Semantic Search As You Type
Andre Bogus
·August 14, 2023
Qdrant is one of the fastest vector search engines out there, so while looking for a demo to show off, we came upon the idea to do a search-as-you-type box with a fully semantic search backend. Now we already have a semantic/keyword hybrid search on our website. But that one is written in Python, which incurs some overhead for the interpreter. Naturally, I wanted to see how fast I could go using Rust.
Since Qdrant doesn’t embed by itself, I had to decide on an embedding model. The prior version used the SentenceTransformers package, which in turn employs Bert-based All-MiniLM-L6-V2 model. This model is battle-tested and delivers fair results at speed, so not experimenting on this front I took an ONNX version and ran that within the service.
The workflow looks like this:
This will, after tokenizing and embedding send a /collections/site/points/search
POST request to Qdrant, sending the following JSON:
POST collections/site/points/search
{
"vector": [-0.06716014,-0.056464013, ...(382 values omitted)],
"limit": 5,
"with_payload": true,
}
Even with avoiding a network round-trip, the embedding still takes some time. As always in optimization, if you cannot do the work faster, a good solution is to avoid work altogether (please don’t tell my employer). This can be done by pre-computing common prefixes and calculating embeddings for them, then storing them in a prefix_cache
collection. Now the recommend
API method can find the best matches without doing any embedding. For now, I use short (up to and including 5 letters) prefixes, but I can also parse the logs to get the most common search terms and add them to the cache later.

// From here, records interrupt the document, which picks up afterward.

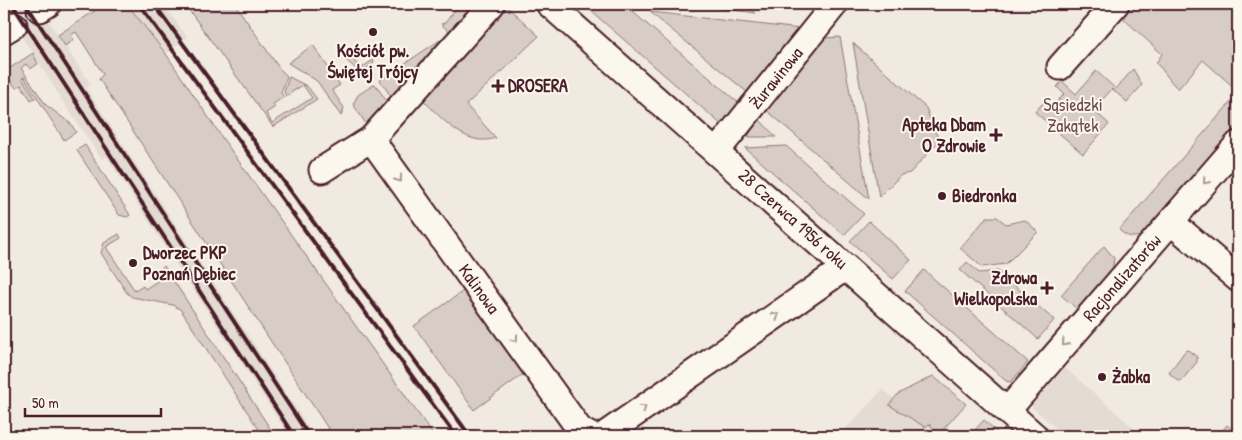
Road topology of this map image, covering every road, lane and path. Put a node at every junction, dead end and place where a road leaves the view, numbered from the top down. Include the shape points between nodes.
1 (492, 4) edge
2 (549, 4) edge
3 (832, 8) edge
4 (1109, 12) edge
5 (1060, 67) dead end
6 (370, 139) junction
7 (717, 151) junction
8 (1234, 158) edge
9 (322, 170) dead end
10 (1171, 222) junction
11 (846, 267) junction
12 (1238, 279) edge
13 (1007, 411) junction
14 (591, 436) edge
15 (603, 436) edge
16 (1035, 436) edge

1 - 6 street
2 - 7 street, 28 Czerwca 1956 roku
3 - 7 street, Żurawinowa
4 - 5 street
6 - 9 street
6 -> 14 street, Kalinowa via 580,430
7 - 11 street, 28 Czerwca 1956 roku
8 -> 10 street, Racjonalizatorów
10 - 12 street
10 -> 13 street, Racjonalizatorów
11 - 13 street, 28 Czerwca 1956 roku
15 -> 11 street
13 - 16 street, 28 Czerwca 1956 roku

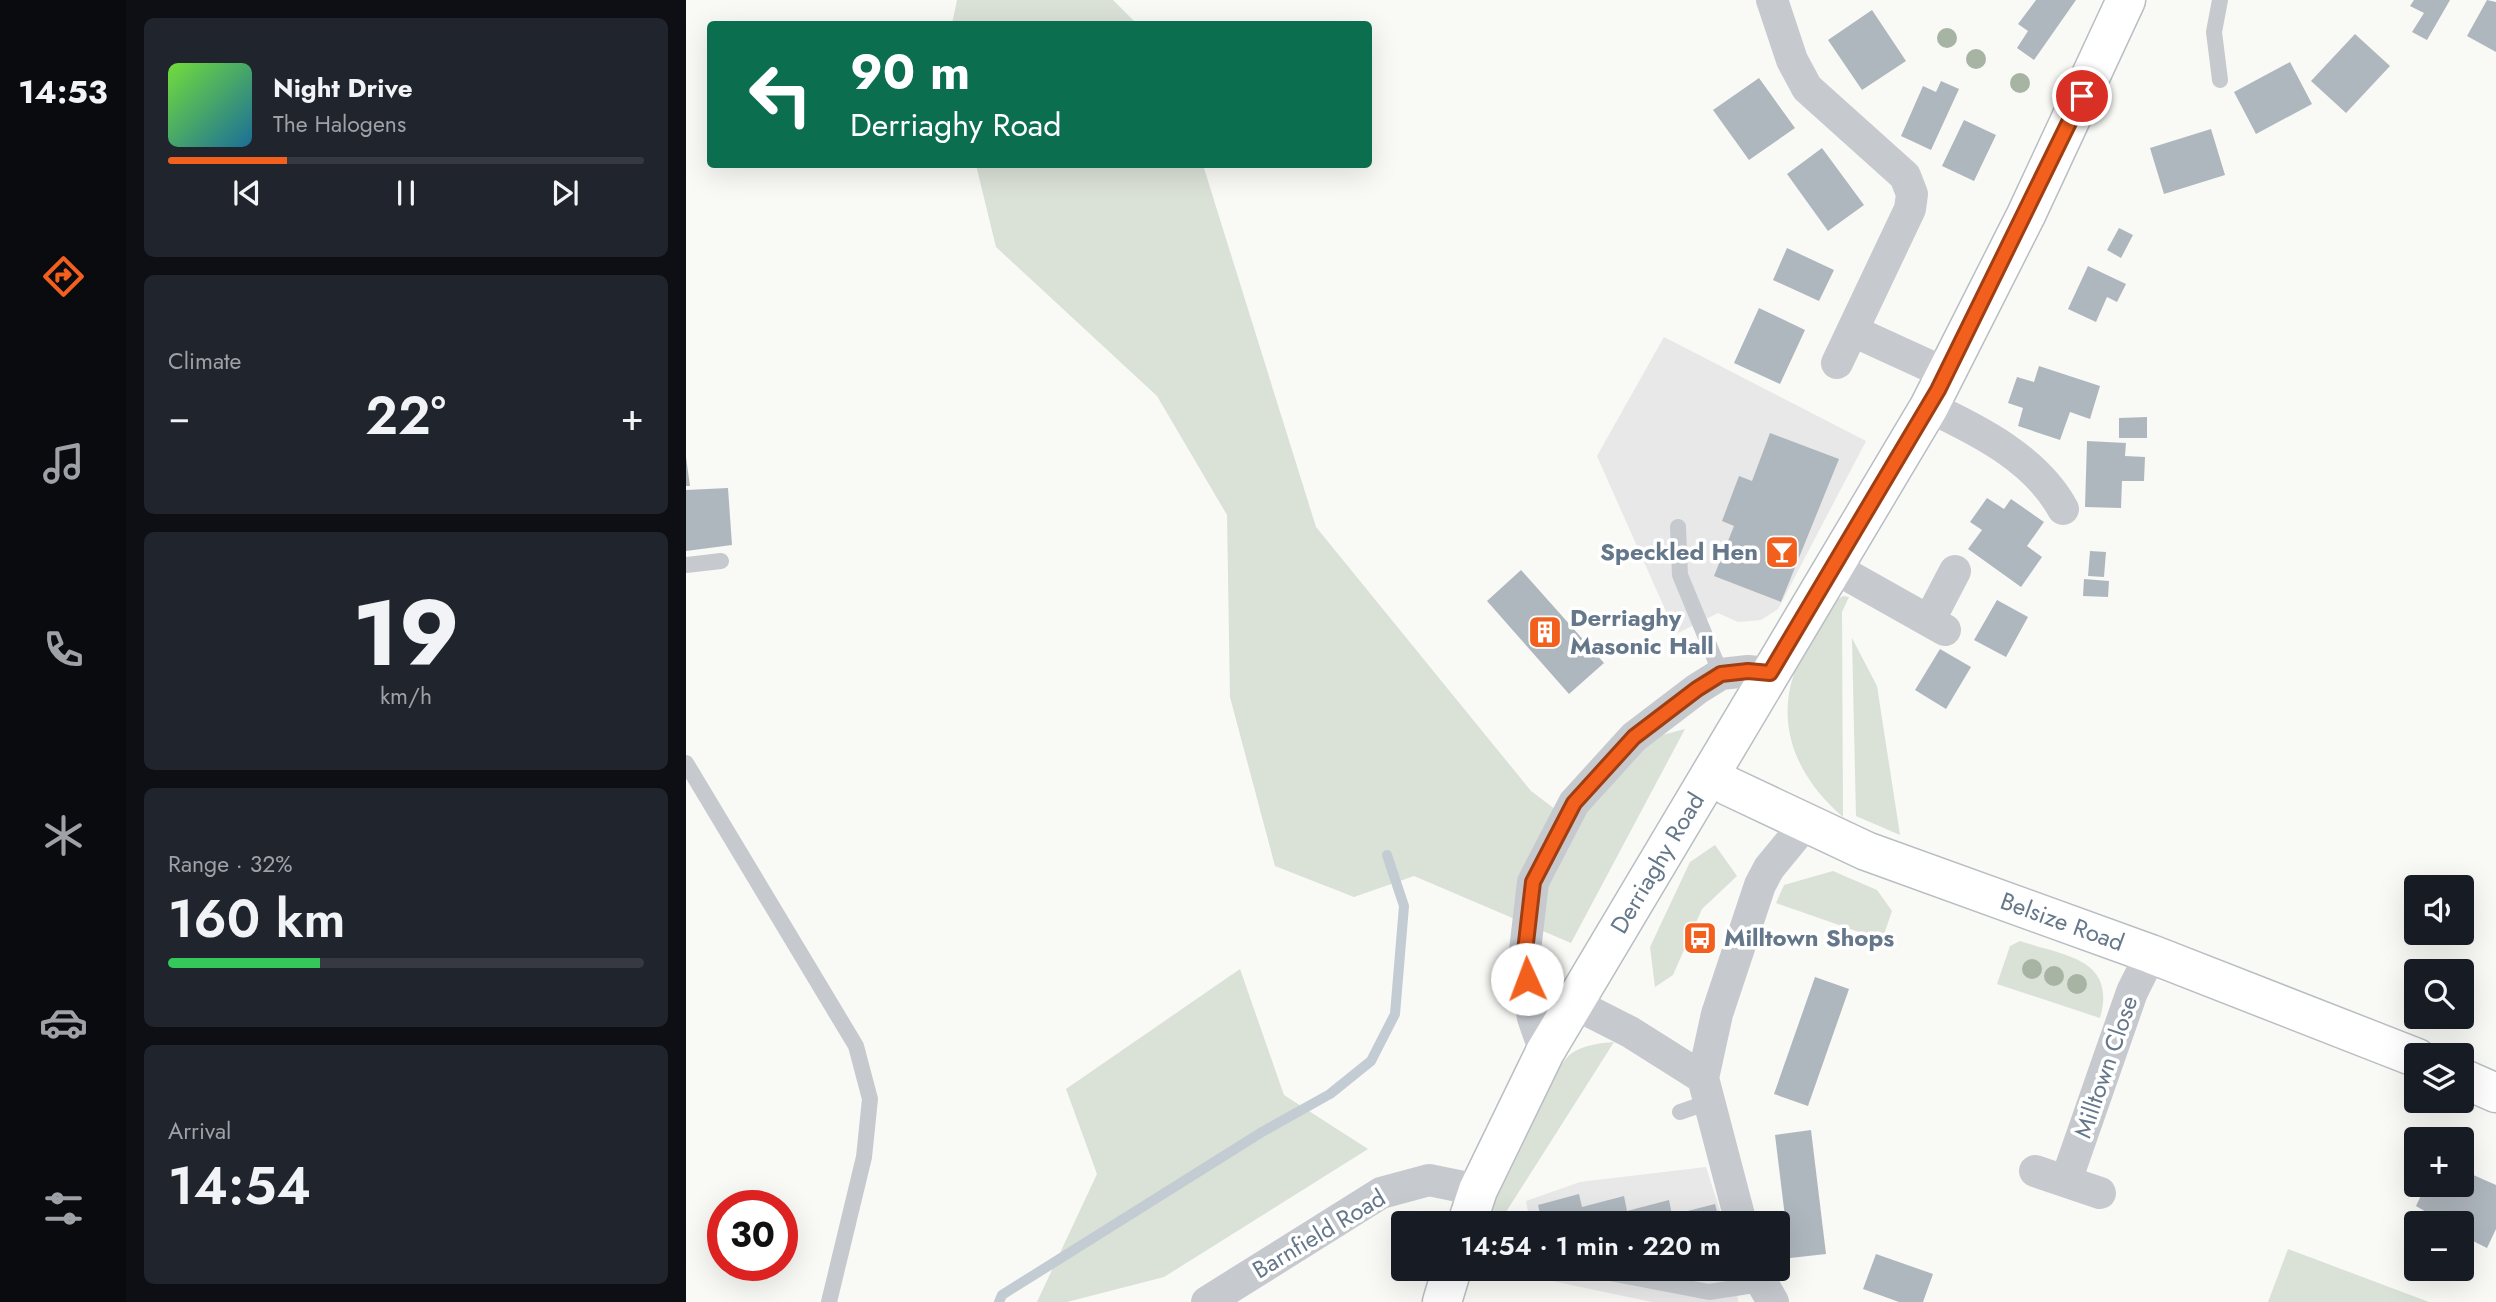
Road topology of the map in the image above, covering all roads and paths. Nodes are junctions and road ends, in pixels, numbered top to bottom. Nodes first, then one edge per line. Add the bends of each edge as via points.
1 (1772, 0) edge
2 (2126, 0) edge
3 (2220, 0) edge
4 (2220, 80) dead end
5 (1853, 331) junction
6 (1837, 363) dead end
7 (1938, 390) junction
8 (2063, 509) dead end
9 (1678, 527) dead end
10 (721, 561) dead end
11 (686, 565) edge
12 (1833, 567) junction
13 (1955, 571) dead end
14 (1770, 673) junction
15 (1721, 674) junction
16 (686, 763) edge
17 (1711, 774) junction
18 (1806, 823) junction
19 (2151, 954) junction
20 (1573, 1003) junction
21 (1545, 1052) junction
22 (2404, 1053) edge
23 (2474, 1083) edge
24 (2496, 1093) edge
25 (1697, 1097) junction
26 (2035, 1171) dead end
27 (2066, 1181) junction
28 (2100, 1193) dead end
29 (1472, 1207) edge
30 (1737, 1211) edge
31 (1448, 1281) edge
32 (1651, 1281) edge
33 (1763, 1285) edge
34 (828, 1302) edge
35 (1207, 1302) edge
36 (1442, 1302) edge

1 - 5 street via 1792,60 1807,88 1905,176 1912,194 1910,209
2 - 7 street, Derriaghy Road
3 - 4 lane via 2214,32
5 - 6 street
5 - 7 street
7 - 8 street via 1974,428 2019,458
7 - 12 street, Derriaghy Road
9 - 15 lane via 1680,575
10 - 11 lane
12 - 13 street via 1937,625
12 - 14 street, Derriaghy Road
14 - 15 street
14 - 17 street, Derriaghy Road
15 - 21 street via 1634,737 1582,793 1533,882 1524,960 1533,1018
16 - 34 lane via 856,1046 870,1099 864,1157
17 - 18 street, Belsize Road
17 - 20 street, Derriaghy Road
18 - 19 street, Belsize Road via 1930,877
18 - 25 street via 1769,868 1749,915 1717,1014
19 - 22 street, Belsize Road
19 - 27 street, Milltown Close via 2132,992
20 - 21 street, Derriaghy Road
20 - 25 street via 1630,1031
21 - 29 street, Derriaghy Road
23 - 24 street
25 - 30 street
26 - 27 street
27 - 28 street
29 - 35 street, Barnfield Road via 1429,1180 1381,1192
31 - 36 street
32 - 33 lane via 1709,1292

Making that work requires setting up the prefix_cache
collection with points that have the prefix as their point_id
and the embedding as their vector
, which lets us do the lookup with no search or index. The prefix_to_id
function currently uses the u64
variant of PointId
, which can hold eight bytes, enough for this use. If the need arises, one could instead encode the names as UUID, hashing the input. Since I know all our prefixes are within 8 bytes, I decided against this for now.
The recommend
endpoint works roughly the same as search_points
, but instead of searching for a vector, Qdrant searches for one or more points (you can also give negative example points the search engine will try to avoid in the results). It was built to help drive recommendation engines, saving the round-trip of sending the current point’s vector back to Qdrant to find more similar ones. However Qdrant goes a bit further by allowing us to select a different collection to lookup the points, which allows us to keep our prefix_cache
collection separate from the site data. So in our case, Qdrant first looks up the point from the prefix_cache
, takes its vector and searches for that in the site
collection, using the precomputed embeddings from the cache. The API endpoint expects a POST of the following JSON to /collections/site/points/recommend
:
POST collections/site/points/recommend
{
"positive": [1936024932],
"limit": 5,
"with_payload": true,
"lookup_from": {
"collection": "prefix_cache"
}
}
Now I have, in the best Rust tradition, a blazingly fast semantic search.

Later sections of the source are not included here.